"The Wire is not a story about America. It's about the America that got left behind."
"The drug war is war on the underclass now. That’s all it is. It has no other meaning."
Bill Moyers: I did a documentary about the South Bronx called The Fire Next Door and what I learned very early is that the drug trade is an inverted form of capitalism.
David Simon: Absolutely. In some ways it’s the most destructive form of welfare that we’ve established, the illegal drug trade in these neighborhoods. It’s basically like opening up a Bethlehem Steel in the middle of the South Bronx or in West Baltimore and saying, “You guys are all steelworkers.” Just say no? That’s our answer to that? And by the way, if it was chewing up white folk, it wouldn’t have gone on for as long as it did.
Bill Moyers: Can fiction tell us something about inequality that journalism can’t?
David Simon: I’ve wondered about that, because I did a lot of journalism that I thought was pretty good.
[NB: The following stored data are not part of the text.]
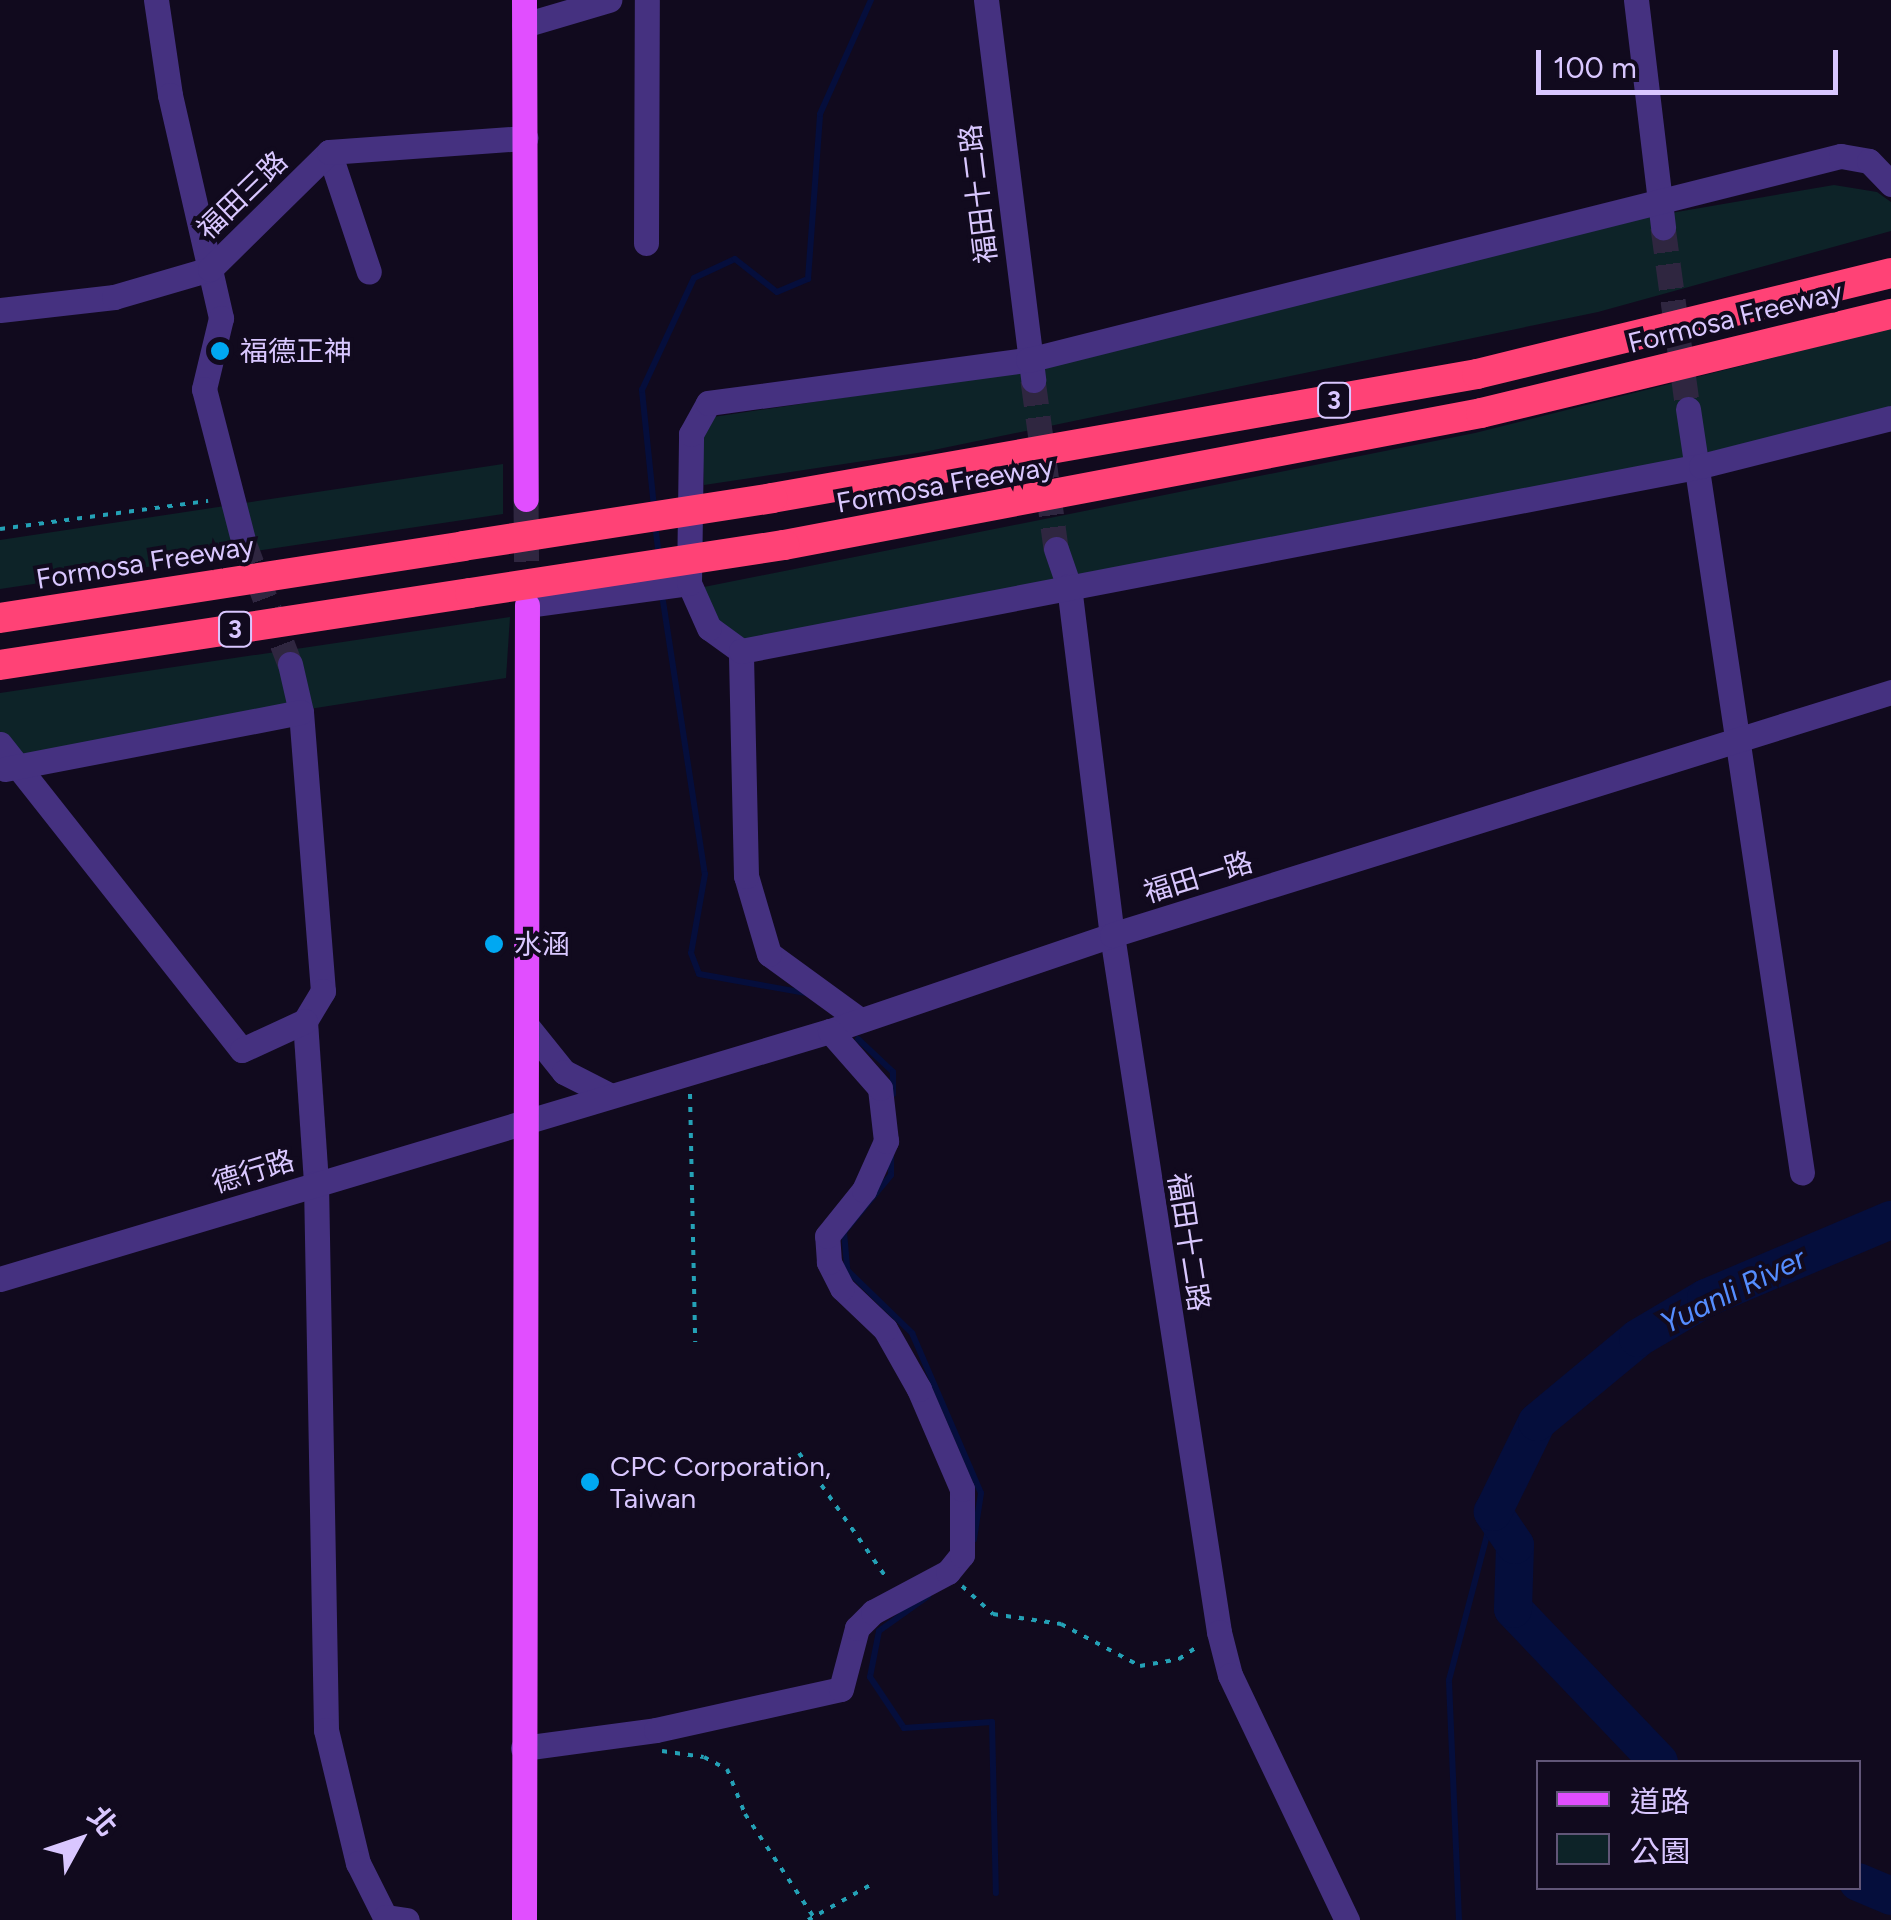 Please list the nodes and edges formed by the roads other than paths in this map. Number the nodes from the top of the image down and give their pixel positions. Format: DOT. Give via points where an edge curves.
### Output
graph roads {
  1 [pos="156,0"];
  2 [pos="609,0"];
  3 [pos="647,0"];
  4 [pos="986,0"];
  5 [pos="1636,0"];
  6 [pos="524,13"];
  7 [pos="526,138"];
  8 [pos="330,152"];
  9 [pos="1891,184"];
  10 [pos="1663,215"];
  11 [pos="646,243"];
  12 [pos="210,269"];
  13 [pos="369,272"];
  14 [pos="1891,274"];
  15 [pos="0,310"];
  16 [pos="1891,314"];
  17 [pos="1030,370"];
  18 [pos="1688,409"];
  19 [pos="1891,418"];
  20 [pos="1702,466"];
  21 [pos="526,499"];
  22 [pos="243,540"];
  23 [pos="1056,549"];
  24 [pos="689,583"];
  25 [pos="1069,586"];
  26 [pos="527,605"];
  27 [pos="0,618"];
  28 [pos="742,651"];
  29 [pos="290,664"];
  30 [pos="0,665"];
  31 [pos="1891,692"];
  32 [pos="301,712"];
  33 [pos="1740,741"];
  34 [pos="0,744"];
  35 [pos="10,768"];
  36 [pos="1112,935"];
  37 [pos="860,1020"];
  38 [pos="305,1021"];
  39 [pos="527,1026"];
  40 [pos="830,1031"];
  41 [pos="609,1095"];
  42 [pos="525,1122"];
  43 [pos="1802,1172"];
  44 [pos="316,1183"];
  45 [pos="0,1279"];
  46 [pos="523,1748"];
  47 [pos="407,1920"];
  48 [pos="524,1920"];
  49 [pos="1347,1920"];
  1 -- 12 [label="street"];
  2 -- 6 [label="street"];
  3 -- 11 [label="street"];
  4 -- 17 [label="street, 福田十二路"];
  5 -- 10 [label="street"];
  6 -- 7 [label="main road"];
  7 -- 8 [label="street, 福田三路"];
  7 -- 21 [label="main road"];
  8 -- 12 [label="street, 福田三路"];
  8 -- 13 [label="street"];
  9 -- 10 [label="street" via="1869,160 1841,156"];
  10 -- 17 [label="street"];
  12 -- 15 [label="street, 福田三路" via="114,297"];
  12 -- 22 [label="street" via="221,318 204,389"];
  14 -- 27 [label="highway, Formosa Freeway / 3, bridge" via="1477,374 772,498"];
  16 -- 30 [label="highway, Formosa Freeway / 3, bridge" via="1481,413 784,545"];
  17 -- 24 [label="street" via="708,403 691,434"];
  18 -- 20 [label="street"];
  19 -- 20 [label="street"];
  20 -- 25 [label="street"];
  20 -- 33 [label="street"];
  23 -- 25 [label="street, 福田十二路"];
  24 -- 26 [label="street"];
  24 -- 28 [label="street" via="709,628"];
  25 -- 28 [label="street"];
  25 -- 36 [label="street, 福田十二路"];
  26 -- 39 [label="main road"];
  28 -- 37 [label="street" via="746,876 769,954"];
  29 -- 32 [label="street"];
  31 -- 33 [label="street, 福田一路"];
  32 -- 35 [label="street"];
  32 -- 38 [label="street" via="323,992"];
  33 -- 36 [label="street, 福田一路"];
  33 -- 43 [label="street"];
  34 -- 35 [label="street"];
  35 -- 38 [label="street" via="242,1050"];
  36 -- 37 [label="street, 福田一路"];
  36 -- 49 [label="street, 福田十二路" via="1219,1632 1230,1675"];
  37 -- 40 [label="street, 福田一路"];
  38 -- 44 [label="street"];
  39 -- 41 [label="street" via="564,1072"];
  39 -- 42 [label="main road"];
  40 -- 41 [label="street, 福田一路"];
  40 -- 46 [label="street" via="880,1088 886,1141 864,1190 827,1236 829,1262 842,1288 885,1329 919,1389 962,1488 962,1555 948,1572 857,1628 841,1689 637,1732"];
  41 -- 42 [label="street, 福田一路"];
  42 -- 44 [label="street, 德行路"];
  42 -- 46 [label="main road"];
  44 -- 45 [label="street, 德行路"];
  44 -- 47 [label="street" via="326,1730 358,1863 384,1917"];
  46 -- 48 [label="main road"];
} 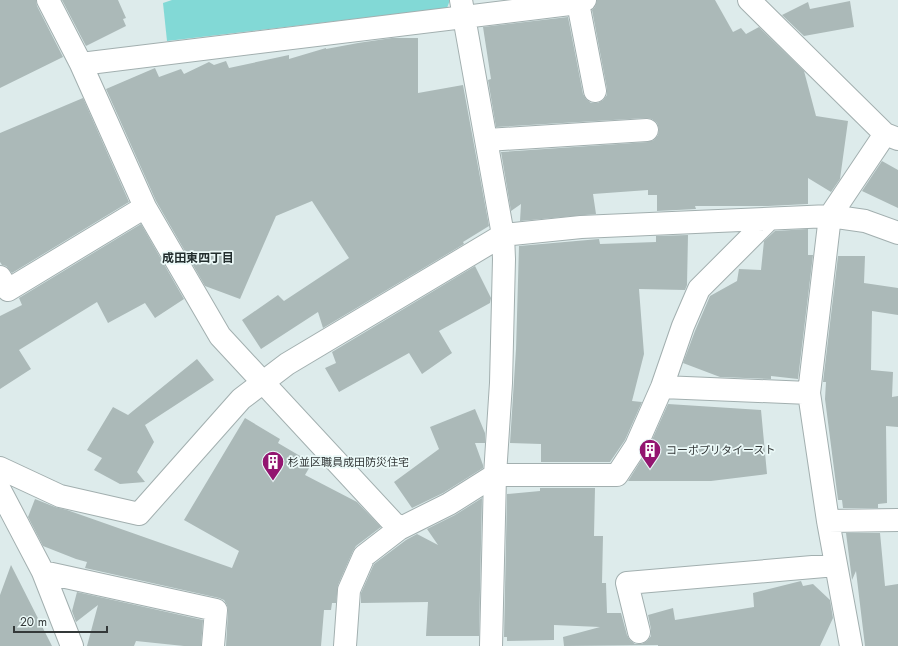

As a reporter, I was trying to explain how the drug war doesn’t work, and I would write these very careful and very well-researched pieces, and they would go into the ether and be gone. Whatever editorial writer was coming behind me would then write, “Let’s get tough on drugs,” as if I hadn’t said anything. Even my own newspaper. And I would think, “Man, it’s just such an uphill struggle to do this with facts.” When you tell a story with characters, people jump out of their seats, and part of that’s the delivery system of television.